> TASK TO CARRY OUT
The task calls for each line of the records below in which the word "node" appears.

>>

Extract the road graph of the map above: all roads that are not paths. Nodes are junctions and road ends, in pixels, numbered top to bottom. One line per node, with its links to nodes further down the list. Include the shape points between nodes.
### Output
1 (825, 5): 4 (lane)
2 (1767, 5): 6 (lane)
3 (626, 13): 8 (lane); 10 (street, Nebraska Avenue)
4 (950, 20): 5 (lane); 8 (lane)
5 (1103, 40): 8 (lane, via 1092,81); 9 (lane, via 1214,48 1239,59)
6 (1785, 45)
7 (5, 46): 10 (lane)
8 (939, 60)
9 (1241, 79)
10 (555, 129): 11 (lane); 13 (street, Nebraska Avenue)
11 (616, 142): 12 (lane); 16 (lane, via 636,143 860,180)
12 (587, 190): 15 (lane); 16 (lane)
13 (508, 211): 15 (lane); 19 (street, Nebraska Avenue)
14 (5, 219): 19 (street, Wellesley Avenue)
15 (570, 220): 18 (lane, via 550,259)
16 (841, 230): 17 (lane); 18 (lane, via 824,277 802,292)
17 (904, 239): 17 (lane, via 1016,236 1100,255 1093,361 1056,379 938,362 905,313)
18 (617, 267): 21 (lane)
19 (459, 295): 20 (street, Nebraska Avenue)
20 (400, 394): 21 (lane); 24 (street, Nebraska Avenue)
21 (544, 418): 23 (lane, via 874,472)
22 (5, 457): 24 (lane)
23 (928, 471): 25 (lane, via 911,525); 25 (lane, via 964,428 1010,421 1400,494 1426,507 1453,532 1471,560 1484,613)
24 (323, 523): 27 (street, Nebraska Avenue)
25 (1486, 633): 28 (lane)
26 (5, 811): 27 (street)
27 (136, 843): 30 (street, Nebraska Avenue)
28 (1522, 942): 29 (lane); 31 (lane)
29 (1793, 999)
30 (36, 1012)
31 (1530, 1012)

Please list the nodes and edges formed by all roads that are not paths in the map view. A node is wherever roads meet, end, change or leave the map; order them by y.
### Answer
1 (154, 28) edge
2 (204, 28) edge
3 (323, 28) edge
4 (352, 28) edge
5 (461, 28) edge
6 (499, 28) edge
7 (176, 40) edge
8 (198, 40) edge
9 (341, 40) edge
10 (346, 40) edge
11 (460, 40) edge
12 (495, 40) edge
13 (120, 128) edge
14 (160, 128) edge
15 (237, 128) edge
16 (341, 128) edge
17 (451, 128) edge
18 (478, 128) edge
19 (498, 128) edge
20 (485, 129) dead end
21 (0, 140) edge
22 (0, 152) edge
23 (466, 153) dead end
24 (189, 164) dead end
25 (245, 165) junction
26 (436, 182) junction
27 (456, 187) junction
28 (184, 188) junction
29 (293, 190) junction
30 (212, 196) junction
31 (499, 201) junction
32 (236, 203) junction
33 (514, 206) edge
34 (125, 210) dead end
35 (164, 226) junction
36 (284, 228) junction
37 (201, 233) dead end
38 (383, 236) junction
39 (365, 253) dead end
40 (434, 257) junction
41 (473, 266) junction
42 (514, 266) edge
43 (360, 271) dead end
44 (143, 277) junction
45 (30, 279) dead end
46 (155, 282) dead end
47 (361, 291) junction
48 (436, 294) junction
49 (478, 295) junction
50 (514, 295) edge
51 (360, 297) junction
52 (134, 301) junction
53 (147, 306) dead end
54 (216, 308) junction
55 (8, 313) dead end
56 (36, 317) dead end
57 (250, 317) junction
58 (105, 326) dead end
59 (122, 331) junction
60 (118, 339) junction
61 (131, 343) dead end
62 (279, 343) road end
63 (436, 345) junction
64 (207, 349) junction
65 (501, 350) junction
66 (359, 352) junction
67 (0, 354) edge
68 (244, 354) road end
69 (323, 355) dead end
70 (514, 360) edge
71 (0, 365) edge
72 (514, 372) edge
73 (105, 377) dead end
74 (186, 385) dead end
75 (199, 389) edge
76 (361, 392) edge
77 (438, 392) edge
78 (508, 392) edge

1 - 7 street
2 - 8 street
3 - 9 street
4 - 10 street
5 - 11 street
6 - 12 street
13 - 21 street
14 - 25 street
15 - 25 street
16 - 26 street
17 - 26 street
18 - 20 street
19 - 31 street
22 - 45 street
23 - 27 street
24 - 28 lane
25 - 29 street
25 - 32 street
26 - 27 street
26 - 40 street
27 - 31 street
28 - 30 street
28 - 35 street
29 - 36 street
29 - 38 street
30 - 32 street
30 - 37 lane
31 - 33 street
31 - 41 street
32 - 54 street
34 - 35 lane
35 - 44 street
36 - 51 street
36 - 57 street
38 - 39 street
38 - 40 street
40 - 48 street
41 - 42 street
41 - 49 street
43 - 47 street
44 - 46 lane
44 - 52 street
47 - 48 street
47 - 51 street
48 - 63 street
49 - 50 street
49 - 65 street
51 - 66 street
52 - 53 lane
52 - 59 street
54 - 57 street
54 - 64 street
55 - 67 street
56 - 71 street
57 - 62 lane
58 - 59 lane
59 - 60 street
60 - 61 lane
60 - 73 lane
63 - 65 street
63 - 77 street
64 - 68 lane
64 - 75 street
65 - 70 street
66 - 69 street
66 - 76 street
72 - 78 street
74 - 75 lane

<<

> SOLUTION FOR THIS PROBLEM
Extract the road graph of the map above: all roads that are not paths. Nodes are junctions and road ends, in pixels, numbered top to bottom. One line per node, with its links to nodes further down the list. Include the shape points between nodes.
Please list the nodes and edges formed by all roads that are not paths in the map view. A node is wherever roads meet, end, change or leave the map; order them by y.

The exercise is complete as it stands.